But, years later, you're STILL snubbing Melancholia from your list? For shame, Glenn, for shame.

(Also, any chance of reanimating Casey Kasem to read the list?)


Good list, Glenn. Nothing I really disagree with. Having not yet seen INHERENT VICE, my top movie would be BOYHOOD, followed by BIRDMAN.

I assume you didn't see THE INTERVIEW before Sony yanked it? I intend to boycott all Sony/Columbia movies, and all theaters owned by Carmike (which preemptively announced it would not show the movie in any of its theaters), until THE INTERVIEW is released. I wasn't even planning to see it, but now that I've been told I can't see it, I definitely do want to see it.

Kudos to Obama for criticizing Sony's "mistake" in deciding not to release the film.

Imagine if Warner Bros. had shelved CONFESSIONS OF A NAZI SPY in 1939, or if Chaplin had decided not to release THE GREAT DICTATOR, out of fear of how Hitler might respond. What if Marvel had decided not to publish Captain America (with its first-issue cover of Cap punching out Hitler) in early 1941. Marvel did receive threats, apparently from Bund members, but it didn't back down.

I'm afraid this might have a chilling effect on further attempts at satire in movies.


Re the Mark Harris article: As I've learned, the fanboys who crave franchise movies regard themselves as the "real" movie lovers. They see people who like BOYHOOD or BIRDMAN or GRAND BUDAPEST HOTEL as phonies who only pretend to like those movies, to make people think they're smarter than "real people." They can't imagine anyone actually liking an "art-house" movie. So it must be a pose.

I've also found that fanboys, like conservative Republicans, see themselves as a persecuted minority, constantly under attack -- no matter how much power they have. And God knows that have near-total power over the direction of pop culture today.

Clayton Sutherland

Glenn, I'm just curious about this...

Regardless of how I felt about Interstellar (it's probably my least-favourite of Nolan's films, but I'm gonna give it another look on DVD to see if I respond differently), do you find that people are criticizing it in a way drastically different from how they approach other films (by other filmmakers)? Or is it the intensity of the scrutiny you take greater issue with? There aren't too many current filmmakers that (typically) do so well with the critics, and make a lot of money for the studios, so it certainly seems like the guy has a bigger target on his back than some.
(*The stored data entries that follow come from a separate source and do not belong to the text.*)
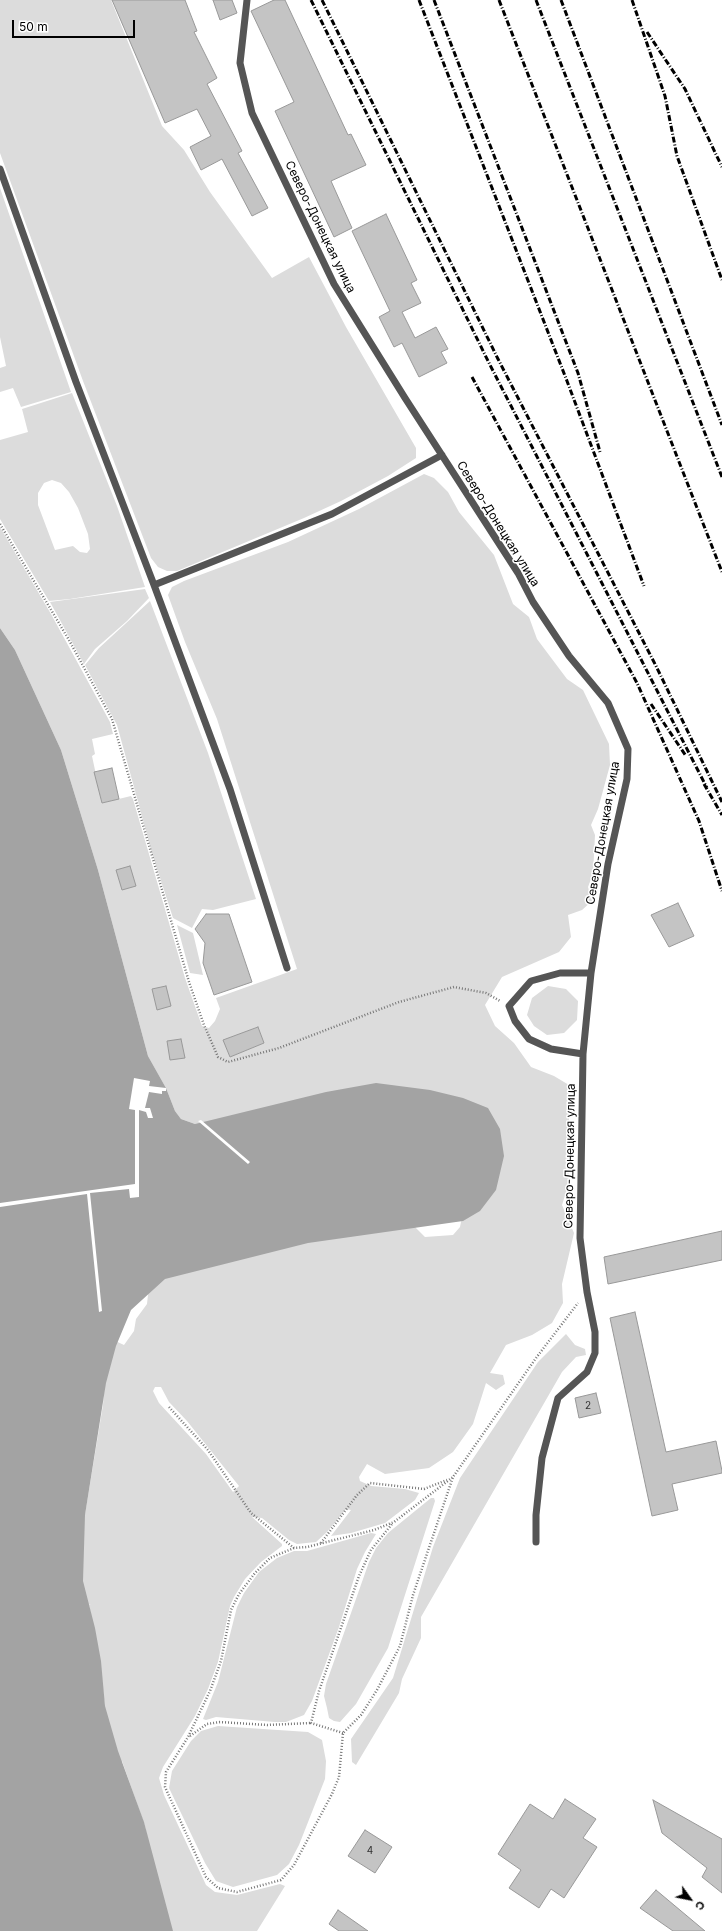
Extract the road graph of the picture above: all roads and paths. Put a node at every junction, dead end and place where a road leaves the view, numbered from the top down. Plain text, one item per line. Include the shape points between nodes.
1 (247, 0) edge
2 (0, 169) edge
3 (442, 455) junction
4 (0, 524) edge
5 (154, 586) junction
6 (287, 968) dead end
7 (591, 973) junction
8 (509, 1006) junction
9 (583, 1054) junction
10 (587, 1292) junction
11 (169, 1407) dead end
12 (453, 1477) junction
13 (394, 1522) junction
14 (536, 1542) dead end
15 (320, 1544) junction
16 (294, 1548) junction
17 (311, 1723) junction
18 (343, 1733) junction
19 (188, 1737) junction

1 - 3 lane, Северо-Донецкая улица via 240,63 252,113 334,284
2 - 5 lane via 76,382
3 - 5 lane via 332,514
3 - 7 lane, Северо-Донецкая улица via 569,656 608,703 628,749 627,779 608,864
4 - 8 path via 69,640 112,719 188,982 218,1057 228,1062 278,1048 399,1002 454,987 486,993
5 - 6 lane via 230,789
7 - 8 lane via 560,973 531,981
7 - 9 lane, Северо-Донецкая улица
8 - 9 lane via 515,1021 529,1039 551,1049
9 - 10 lane, Северо-Донецкая улица via 580,1238
10 - 12 path via 536,1358
10 - 14 lane, Северо-Донецкая улица via 595,1332 595,1353 588,1372 558,1398 542,1458
11 - 16 path via 208,1450 251,1513
12 - 13 path
12 - 15 path via 424,1489 370,1483 357,1495
12 - 18 path via 416,1588 400,1646 361,1715
13 - 15 path
13 - 17 path via 371,1550 359,1576 319,1691
15 - 16 path
16 - 19 path via 270,1558 239,1594 231,1610 222,1661
17 - 18 path
17 - 19 path via 267,1725 220,1722 207,1724
18 - 19 path via 339,1777 294,1865 281,1880 237,1892 218,1888 206,1877 165,1787 166,1772

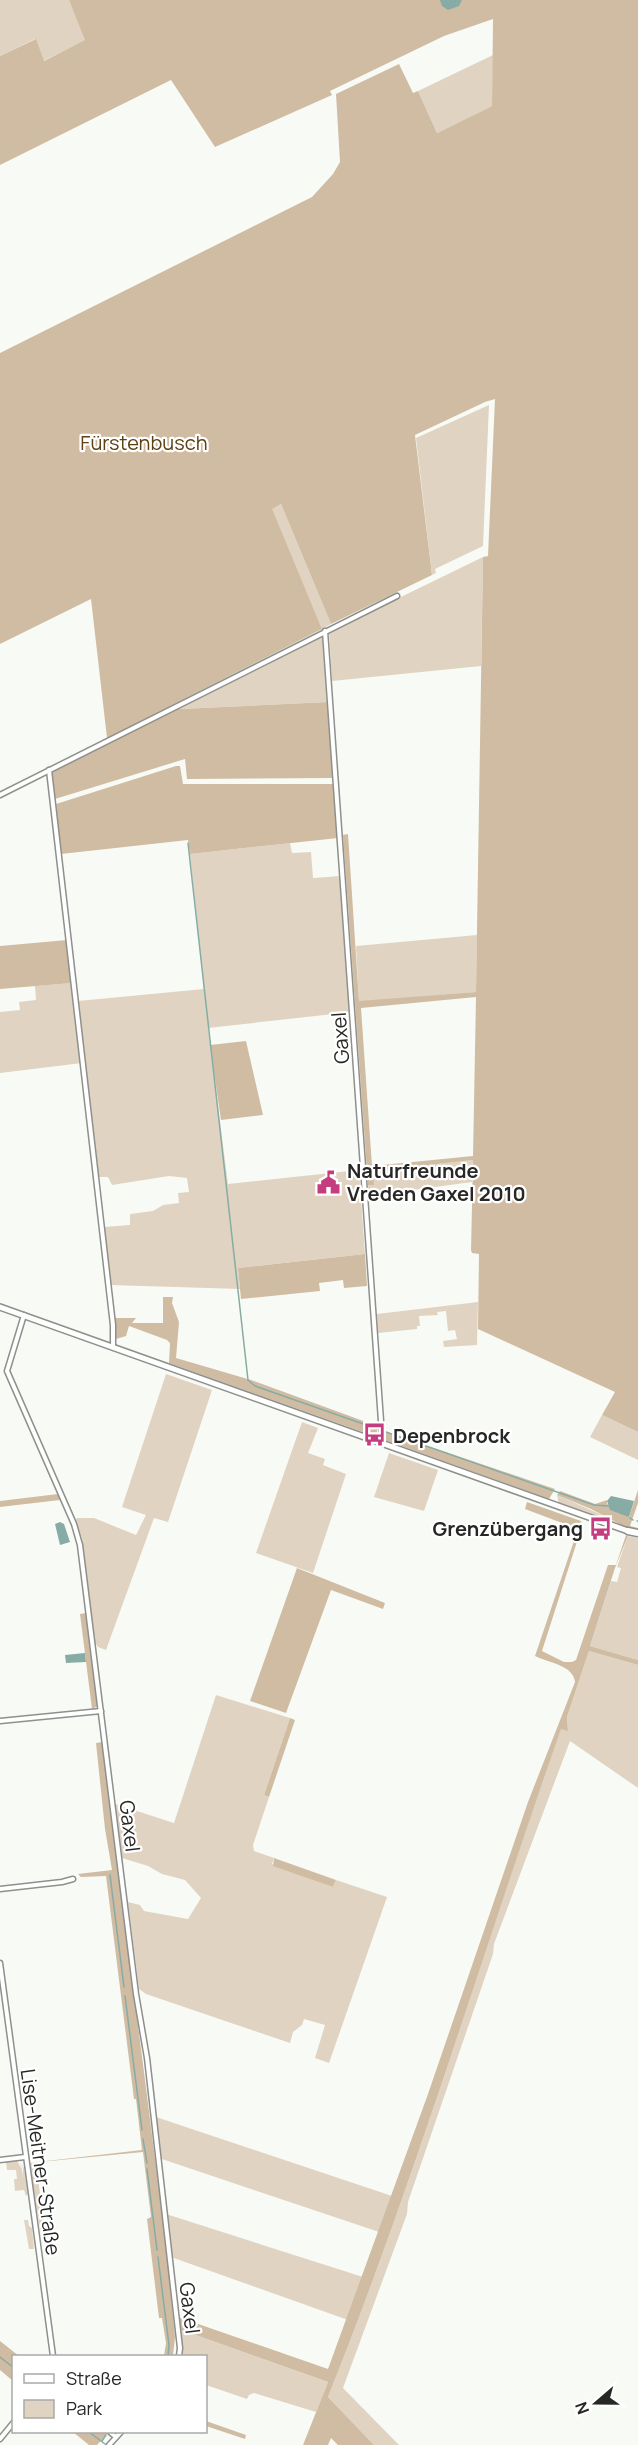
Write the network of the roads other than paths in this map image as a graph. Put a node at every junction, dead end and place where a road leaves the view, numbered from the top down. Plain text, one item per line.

Though, as I stated, I wasn't all that keen on the film (on first viewing, at least), I do find it a little bothersome how folks get so hung up on plot contrivances in films of such a fantastical nature. (FTR, I just didn't find the characters all that interesting.) Yeah, Nolan tries to ground it in some level of reality, but I suspect that's just a basic attempt to make it more emotionally palatable to a wider swath of viewers.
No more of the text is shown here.